3. Problem Formulation

3.1. Scenario Description

The grassland ecosystem plays a crucial role in agricultural production and regional ecological balance. However, in plateau regions, these ecosystems are facing severe challenges. Frequent marmot activities have led to significant vegetation destruction, soil degradation, and erosion, which not only undermine the stability of the grassland ecosystem but also reduce forage yields. This degradation threatens the sustainable development of livestock farming and the livelihoods of local communities. Additionally, such ecological damage can trigger a cascade of environmental repercussions, further impacting regional climate, wildlife habitats, and hydrological cycles, thereby posing a serious threat to the ecological equilibrium of plateau areas. In order to solve these problems and restore the ecological functions of the grasslands, multiple drones are now being deployed to perform multiple ecological restoration tasks in the grasslands of a certain plateau area. Suppose that in the highland area $D=\left[0,w\right]\times \left[0,w\right]$, $n$ UAVs need to perform ecological restoration tasks at $m$ task sites, and the UAVs that perform the tasks depart from the same command center at the same time, passing through and completing their assigned ecological restoration tasks in order and returning to the command center. Each ecological restoration task requires a different execution time and priority. The goal of cooperative task allocation is to complete all the ecological restoration tasks in the grassland in this area while satisfying some practical constraints.

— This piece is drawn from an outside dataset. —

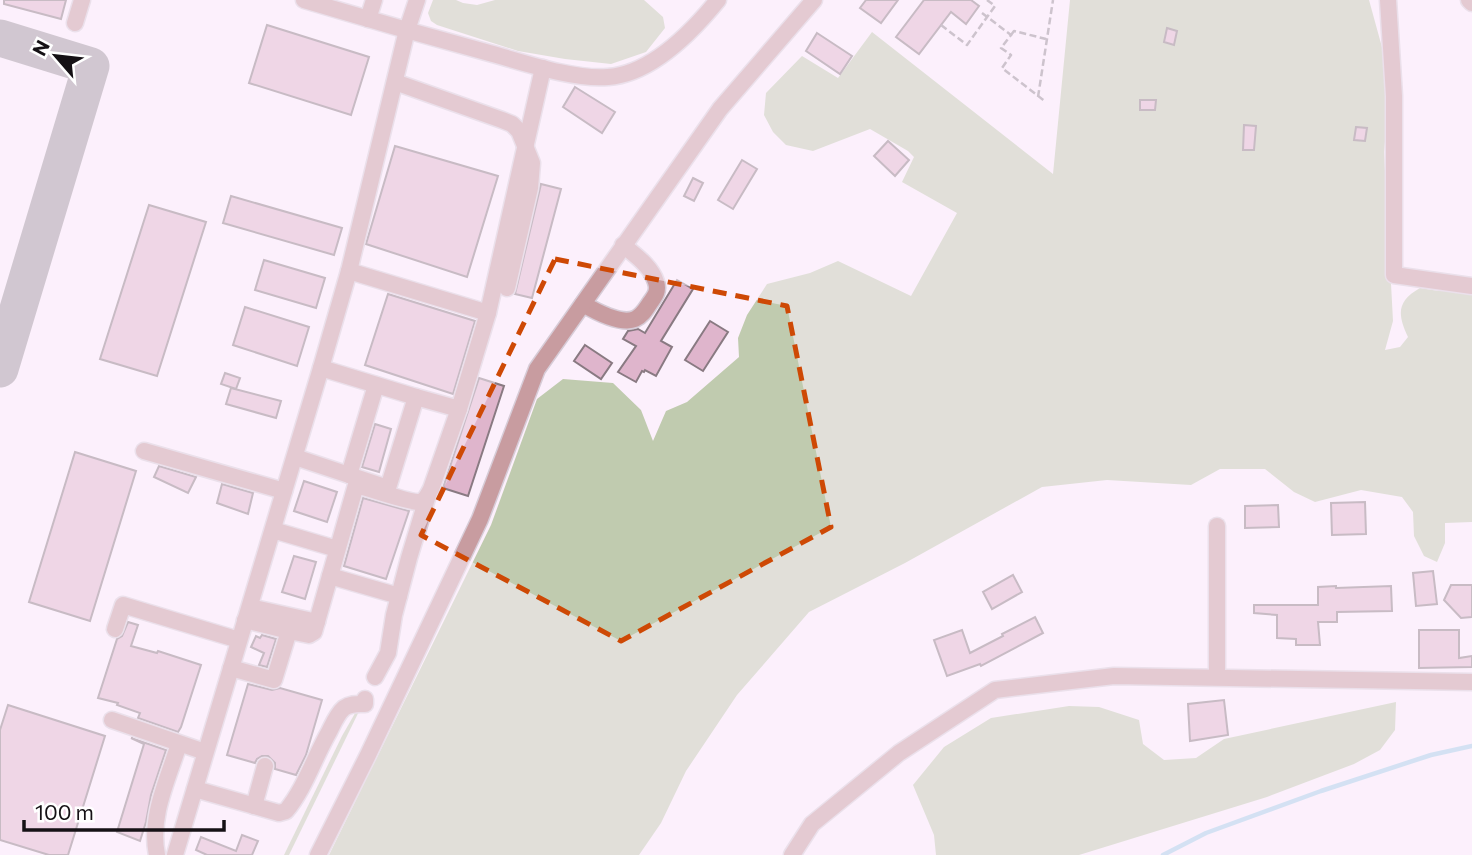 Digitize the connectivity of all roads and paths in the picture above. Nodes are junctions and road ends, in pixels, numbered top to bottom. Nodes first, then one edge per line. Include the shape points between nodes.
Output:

Let the set of UAVs be $UAV=\left\{U_1,U_2,\dots ,U_i,\dots ,U_n\right\}$, the initial coordinates of the UAVs be $P=\left(X,Y\right)$, the flight speed of the UAVs be $V$, the maximum range of the UAVs be $\mathit{max}\text{\_}dis$, the set of tasks to be performed by all the UAVs be $Task=\left\{Tas{k}_1,Tas{k}_2,\dots ,Tas{k}_j,\dots ,Tas{k}_m\right\}$, the positional coordinates of each task to be abstracted into be $Q_m=\left(o,q\right)$, the set of execution durations of the tasks be $Time=\left\{Tim{e}_1,Tim{e}_2,\dots ,Tim{e}_j,\dots ,Tim{e}_m\right\}$, the priority of the tasks in the sequence of assignments of the UAVs $U_i$ be $p_{U_i}=\left\{p_1,p_2,\dots ,p_g,\dots ,p_u,\dots ,p_{N_i}\right\}$, and the sequence of tasks performed by the UAVs $U_i$ be denoted by $Se{q}^i=\left\{M_1^i,M_2^i,\dots ,M_e^i,\dots ,M_h^i,\dots ,M_{N_i}^i\right\}$. The UAVs $U_i$ perform a sequence of the tasks to which it has been assigned, and its flight distance is $di{s}_i$; $N_i$ denotes the number of tasks assigned to the UAV $U_i$. Define $C_{ij}$ as a decision variable that represents the assignment relationship between the UAV $U_i$ and the task $Tas{k}_j$. When a task $Tas{k}_j$ is assigned to a UAV $U_i$, $C_{ij}=1$; otherwise $C_{ij}=0$. The schematic diagram is shown in Figure 1.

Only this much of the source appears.